Pola kita kan polanya Yesus yang masuk dan menyentuh mereka yang termarjinalisir dalam kemasyarakatan. Dianggap najis, sakit dan segala macam tapi justru dirangkul.
Kita hanya meminjam pola Dia (Yesus), banyak mahasiswa yang kemudian tertarik, ada yang terlibat di lembaga perlindungan anak.
Bagi saya itu membahagiakan, kemudian kadang bikin pusing kepala, kasus dilaporkan itu korban mengatakan tolong bantu sekarang sementara saya ada mata kuliah mulai jam 7 pagi sampai jam 7 malam, di mana ini celah untuk keluar.
Saya telepon Dinas Perempuan dan Perlindungan Anak. Ada hal memuaskan ketika semua selesai.
Kami pernah mendampingi kasus penatua yang melakukan pelecehan seksual ke remaja, dapat pidana 15 tahun.
Itu kami yang mendampingi. Itu bukan hal yang ringan karena ini sesama pelayan.
Harus ada sikap tegas, Sinode menopang proses hukum, tidak mau campur tangan tentang keputusan sidang. Banyak unik-unik.
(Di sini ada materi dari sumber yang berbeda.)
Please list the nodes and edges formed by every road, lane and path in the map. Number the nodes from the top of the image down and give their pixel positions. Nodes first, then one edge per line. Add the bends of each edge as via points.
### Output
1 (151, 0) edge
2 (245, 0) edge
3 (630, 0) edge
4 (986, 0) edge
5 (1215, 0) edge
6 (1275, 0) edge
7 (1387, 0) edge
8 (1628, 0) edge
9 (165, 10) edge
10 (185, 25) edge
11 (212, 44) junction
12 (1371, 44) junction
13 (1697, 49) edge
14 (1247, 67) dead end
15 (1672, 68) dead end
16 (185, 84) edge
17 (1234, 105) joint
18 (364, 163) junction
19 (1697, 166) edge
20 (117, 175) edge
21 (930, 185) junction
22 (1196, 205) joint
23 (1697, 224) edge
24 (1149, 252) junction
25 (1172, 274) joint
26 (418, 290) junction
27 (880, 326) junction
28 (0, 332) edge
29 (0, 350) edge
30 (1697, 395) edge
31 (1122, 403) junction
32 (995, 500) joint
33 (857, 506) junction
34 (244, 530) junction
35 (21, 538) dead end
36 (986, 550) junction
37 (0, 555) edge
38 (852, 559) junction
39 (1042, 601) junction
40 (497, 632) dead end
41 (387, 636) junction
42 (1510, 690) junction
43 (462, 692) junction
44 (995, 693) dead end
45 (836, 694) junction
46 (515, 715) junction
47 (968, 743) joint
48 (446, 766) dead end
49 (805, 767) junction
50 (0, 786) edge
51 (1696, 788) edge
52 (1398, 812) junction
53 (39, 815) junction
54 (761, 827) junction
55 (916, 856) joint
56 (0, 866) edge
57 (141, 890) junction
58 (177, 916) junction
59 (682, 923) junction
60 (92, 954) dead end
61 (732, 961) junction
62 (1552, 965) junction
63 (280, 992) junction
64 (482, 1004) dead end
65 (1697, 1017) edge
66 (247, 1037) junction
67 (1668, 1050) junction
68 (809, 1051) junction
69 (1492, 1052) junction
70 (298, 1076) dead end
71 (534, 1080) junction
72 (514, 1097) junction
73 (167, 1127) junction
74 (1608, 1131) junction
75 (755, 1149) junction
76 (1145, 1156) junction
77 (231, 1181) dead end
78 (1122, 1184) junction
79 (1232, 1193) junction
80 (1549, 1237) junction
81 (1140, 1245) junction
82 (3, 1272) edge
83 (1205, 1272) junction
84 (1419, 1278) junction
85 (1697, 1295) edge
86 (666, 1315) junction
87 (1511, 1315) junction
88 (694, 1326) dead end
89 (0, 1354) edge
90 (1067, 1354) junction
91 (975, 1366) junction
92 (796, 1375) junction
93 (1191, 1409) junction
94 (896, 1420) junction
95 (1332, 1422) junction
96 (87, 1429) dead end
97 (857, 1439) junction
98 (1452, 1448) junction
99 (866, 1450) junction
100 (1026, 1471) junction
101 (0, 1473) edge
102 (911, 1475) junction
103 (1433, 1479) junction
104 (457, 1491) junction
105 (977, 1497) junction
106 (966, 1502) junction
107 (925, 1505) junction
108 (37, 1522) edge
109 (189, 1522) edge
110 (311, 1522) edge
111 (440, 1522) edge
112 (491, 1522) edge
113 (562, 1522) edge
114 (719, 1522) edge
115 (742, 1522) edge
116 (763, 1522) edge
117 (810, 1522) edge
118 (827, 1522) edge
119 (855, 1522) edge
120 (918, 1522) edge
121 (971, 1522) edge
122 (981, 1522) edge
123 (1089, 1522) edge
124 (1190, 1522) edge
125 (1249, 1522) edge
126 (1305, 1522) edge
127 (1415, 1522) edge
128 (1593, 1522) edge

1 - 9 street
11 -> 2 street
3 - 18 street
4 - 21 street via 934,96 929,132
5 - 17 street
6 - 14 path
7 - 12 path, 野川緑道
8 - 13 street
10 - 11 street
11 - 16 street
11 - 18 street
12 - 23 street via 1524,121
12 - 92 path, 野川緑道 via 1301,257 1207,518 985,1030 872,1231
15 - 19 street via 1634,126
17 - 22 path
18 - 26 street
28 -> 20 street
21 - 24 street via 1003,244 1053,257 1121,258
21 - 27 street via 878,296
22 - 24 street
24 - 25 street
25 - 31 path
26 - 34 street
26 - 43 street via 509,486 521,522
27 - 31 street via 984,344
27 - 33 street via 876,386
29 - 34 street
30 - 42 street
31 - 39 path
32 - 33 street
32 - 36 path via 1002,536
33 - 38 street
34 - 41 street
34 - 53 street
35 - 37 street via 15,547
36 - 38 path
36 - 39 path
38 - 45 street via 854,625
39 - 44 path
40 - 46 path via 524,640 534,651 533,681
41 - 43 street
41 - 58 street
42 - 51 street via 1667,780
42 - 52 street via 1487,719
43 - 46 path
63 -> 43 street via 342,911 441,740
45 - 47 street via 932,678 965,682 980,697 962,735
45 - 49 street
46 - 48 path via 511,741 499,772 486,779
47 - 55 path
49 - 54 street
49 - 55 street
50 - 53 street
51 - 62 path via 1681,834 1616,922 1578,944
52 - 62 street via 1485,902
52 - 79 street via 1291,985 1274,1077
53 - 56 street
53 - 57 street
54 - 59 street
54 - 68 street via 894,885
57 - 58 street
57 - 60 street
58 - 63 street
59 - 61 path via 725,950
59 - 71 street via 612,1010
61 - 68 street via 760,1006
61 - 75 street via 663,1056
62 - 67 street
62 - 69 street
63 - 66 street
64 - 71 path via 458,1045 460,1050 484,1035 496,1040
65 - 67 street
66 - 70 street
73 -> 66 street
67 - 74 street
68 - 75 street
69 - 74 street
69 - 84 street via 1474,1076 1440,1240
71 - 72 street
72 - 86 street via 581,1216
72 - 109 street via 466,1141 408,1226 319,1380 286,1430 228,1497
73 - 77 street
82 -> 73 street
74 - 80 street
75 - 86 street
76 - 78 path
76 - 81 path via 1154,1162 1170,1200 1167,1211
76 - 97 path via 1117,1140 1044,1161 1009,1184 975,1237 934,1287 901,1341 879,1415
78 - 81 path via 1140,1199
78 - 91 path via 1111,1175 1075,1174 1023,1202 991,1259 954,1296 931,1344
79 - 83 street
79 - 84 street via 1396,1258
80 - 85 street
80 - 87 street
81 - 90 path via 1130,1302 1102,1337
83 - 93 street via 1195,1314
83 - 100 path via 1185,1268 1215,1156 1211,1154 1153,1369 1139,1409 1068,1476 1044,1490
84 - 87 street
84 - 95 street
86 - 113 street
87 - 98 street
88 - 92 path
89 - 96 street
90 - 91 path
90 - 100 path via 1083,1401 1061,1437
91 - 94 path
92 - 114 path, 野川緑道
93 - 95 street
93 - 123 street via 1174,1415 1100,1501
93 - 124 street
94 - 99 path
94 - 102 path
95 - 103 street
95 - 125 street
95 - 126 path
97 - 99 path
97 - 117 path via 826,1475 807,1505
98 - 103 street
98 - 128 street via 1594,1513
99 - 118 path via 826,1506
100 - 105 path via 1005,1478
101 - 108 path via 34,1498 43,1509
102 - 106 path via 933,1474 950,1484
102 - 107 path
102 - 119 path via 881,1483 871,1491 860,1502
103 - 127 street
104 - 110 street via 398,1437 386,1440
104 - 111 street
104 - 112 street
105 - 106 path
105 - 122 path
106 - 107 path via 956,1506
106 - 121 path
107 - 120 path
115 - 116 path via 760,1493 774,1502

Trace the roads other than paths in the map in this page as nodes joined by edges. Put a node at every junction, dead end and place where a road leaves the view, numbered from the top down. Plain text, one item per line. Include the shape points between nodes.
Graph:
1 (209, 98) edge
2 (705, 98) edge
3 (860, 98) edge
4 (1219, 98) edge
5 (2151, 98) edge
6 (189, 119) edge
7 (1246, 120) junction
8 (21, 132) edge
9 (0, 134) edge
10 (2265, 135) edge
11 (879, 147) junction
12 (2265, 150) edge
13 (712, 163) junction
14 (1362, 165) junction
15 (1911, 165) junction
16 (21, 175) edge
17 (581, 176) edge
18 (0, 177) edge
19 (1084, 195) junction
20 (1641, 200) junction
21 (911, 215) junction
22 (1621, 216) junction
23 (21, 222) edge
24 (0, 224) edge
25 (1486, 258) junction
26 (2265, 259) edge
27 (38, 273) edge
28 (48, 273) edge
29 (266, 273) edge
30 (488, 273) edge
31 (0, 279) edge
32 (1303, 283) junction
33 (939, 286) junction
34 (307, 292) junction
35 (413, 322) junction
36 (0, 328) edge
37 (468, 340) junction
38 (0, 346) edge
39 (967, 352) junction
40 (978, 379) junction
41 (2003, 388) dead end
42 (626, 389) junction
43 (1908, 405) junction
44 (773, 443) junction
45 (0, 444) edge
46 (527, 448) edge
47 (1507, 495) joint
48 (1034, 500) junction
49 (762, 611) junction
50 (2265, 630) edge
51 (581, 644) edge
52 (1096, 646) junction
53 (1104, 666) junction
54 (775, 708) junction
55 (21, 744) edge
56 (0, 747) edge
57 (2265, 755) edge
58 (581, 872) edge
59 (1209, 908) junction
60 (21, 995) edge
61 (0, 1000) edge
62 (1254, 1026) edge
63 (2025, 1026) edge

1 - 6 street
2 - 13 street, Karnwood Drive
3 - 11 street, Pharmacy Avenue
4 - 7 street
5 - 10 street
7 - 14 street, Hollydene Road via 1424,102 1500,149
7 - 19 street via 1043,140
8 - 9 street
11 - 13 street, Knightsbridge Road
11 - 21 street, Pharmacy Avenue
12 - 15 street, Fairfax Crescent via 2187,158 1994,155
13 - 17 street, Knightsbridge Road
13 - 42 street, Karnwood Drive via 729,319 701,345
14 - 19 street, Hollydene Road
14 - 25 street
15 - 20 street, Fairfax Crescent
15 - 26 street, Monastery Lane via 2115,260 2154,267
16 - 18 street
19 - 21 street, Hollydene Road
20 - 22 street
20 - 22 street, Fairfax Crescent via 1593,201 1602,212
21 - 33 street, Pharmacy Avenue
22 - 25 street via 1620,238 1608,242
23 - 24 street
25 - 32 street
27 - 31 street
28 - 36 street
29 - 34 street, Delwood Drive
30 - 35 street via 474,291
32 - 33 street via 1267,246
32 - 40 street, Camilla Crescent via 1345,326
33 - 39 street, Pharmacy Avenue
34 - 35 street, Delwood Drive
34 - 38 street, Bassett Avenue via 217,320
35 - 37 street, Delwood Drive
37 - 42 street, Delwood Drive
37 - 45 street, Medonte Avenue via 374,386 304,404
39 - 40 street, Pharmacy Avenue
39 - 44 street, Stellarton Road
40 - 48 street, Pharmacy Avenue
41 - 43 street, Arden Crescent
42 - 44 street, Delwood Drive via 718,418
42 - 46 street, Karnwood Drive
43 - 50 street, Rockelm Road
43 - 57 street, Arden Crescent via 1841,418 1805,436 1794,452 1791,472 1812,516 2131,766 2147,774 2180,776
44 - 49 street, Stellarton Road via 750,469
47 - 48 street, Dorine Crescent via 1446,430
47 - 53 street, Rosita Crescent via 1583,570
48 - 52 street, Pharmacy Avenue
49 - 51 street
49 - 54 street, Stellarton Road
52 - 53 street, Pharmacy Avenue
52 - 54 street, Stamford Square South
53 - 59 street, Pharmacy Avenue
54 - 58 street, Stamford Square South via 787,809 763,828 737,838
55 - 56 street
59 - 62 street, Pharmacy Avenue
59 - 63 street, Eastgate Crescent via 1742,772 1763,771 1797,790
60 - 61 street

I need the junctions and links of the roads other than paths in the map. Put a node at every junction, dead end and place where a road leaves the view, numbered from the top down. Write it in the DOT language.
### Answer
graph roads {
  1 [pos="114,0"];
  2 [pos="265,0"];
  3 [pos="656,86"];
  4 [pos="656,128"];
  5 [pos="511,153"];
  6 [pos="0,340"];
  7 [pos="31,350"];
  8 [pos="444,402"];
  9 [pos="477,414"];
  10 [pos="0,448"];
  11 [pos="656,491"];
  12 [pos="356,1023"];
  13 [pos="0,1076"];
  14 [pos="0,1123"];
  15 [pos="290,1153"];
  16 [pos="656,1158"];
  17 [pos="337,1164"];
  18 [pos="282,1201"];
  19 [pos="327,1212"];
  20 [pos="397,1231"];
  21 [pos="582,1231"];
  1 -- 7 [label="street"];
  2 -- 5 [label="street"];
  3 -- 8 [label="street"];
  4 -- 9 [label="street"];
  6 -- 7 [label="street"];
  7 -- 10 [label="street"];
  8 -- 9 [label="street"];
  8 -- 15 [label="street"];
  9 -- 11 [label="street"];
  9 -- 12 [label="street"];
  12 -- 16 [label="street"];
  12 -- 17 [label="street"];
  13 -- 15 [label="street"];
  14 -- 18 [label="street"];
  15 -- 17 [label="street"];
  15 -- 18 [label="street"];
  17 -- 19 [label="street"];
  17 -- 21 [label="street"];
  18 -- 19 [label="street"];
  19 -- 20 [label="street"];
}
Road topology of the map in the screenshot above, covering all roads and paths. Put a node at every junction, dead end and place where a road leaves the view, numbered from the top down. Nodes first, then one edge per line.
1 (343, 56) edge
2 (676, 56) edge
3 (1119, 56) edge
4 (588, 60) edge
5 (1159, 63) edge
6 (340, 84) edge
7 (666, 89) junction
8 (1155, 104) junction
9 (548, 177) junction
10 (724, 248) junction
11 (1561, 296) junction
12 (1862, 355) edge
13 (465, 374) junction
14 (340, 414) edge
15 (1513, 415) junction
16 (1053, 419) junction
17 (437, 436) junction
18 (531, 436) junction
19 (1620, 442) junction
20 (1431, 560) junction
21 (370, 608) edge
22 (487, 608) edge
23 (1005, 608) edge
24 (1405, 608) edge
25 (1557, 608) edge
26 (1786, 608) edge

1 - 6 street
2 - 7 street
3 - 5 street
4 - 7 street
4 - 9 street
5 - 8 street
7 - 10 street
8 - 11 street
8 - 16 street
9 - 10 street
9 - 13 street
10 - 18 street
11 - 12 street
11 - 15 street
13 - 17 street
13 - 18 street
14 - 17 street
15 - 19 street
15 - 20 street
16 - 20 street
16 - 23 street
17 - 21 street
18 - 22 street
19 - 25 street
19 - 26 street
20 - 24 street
Bisa anda terangkan, sempat tadi menyangsikan masyarakat minahasa masih egaliter?
Saya mulai dari disertasi saya menyangkut redefinisi dan rekonstruksi Tou, konsep Minahasa tentang manusia dan kosmologi.
Ini berangkat dari realitas yang saya lihat, bahwa dengan polarisasi di masyarakat tentang asli, bukan asli, pendatang dan bukan pendatang, kekerasan perempuan anak yang meningkat, saya merasa nilai-nilai egaliter di Minahasa sedang sekarat.
Kita perlu meredefinisi dan merekonstruksi nilai kultural yang memberi kontribusi kepada kita masyarakat untuk bagaimana menghadapi realitas yang bagi saya ini turbulensi sosial berubah sedemikan cepat tidak terprediksi, jika kita tidak sadar maka kita akan betul-betul mengalami alenansi di trngah konteks masyarakat yang berubah.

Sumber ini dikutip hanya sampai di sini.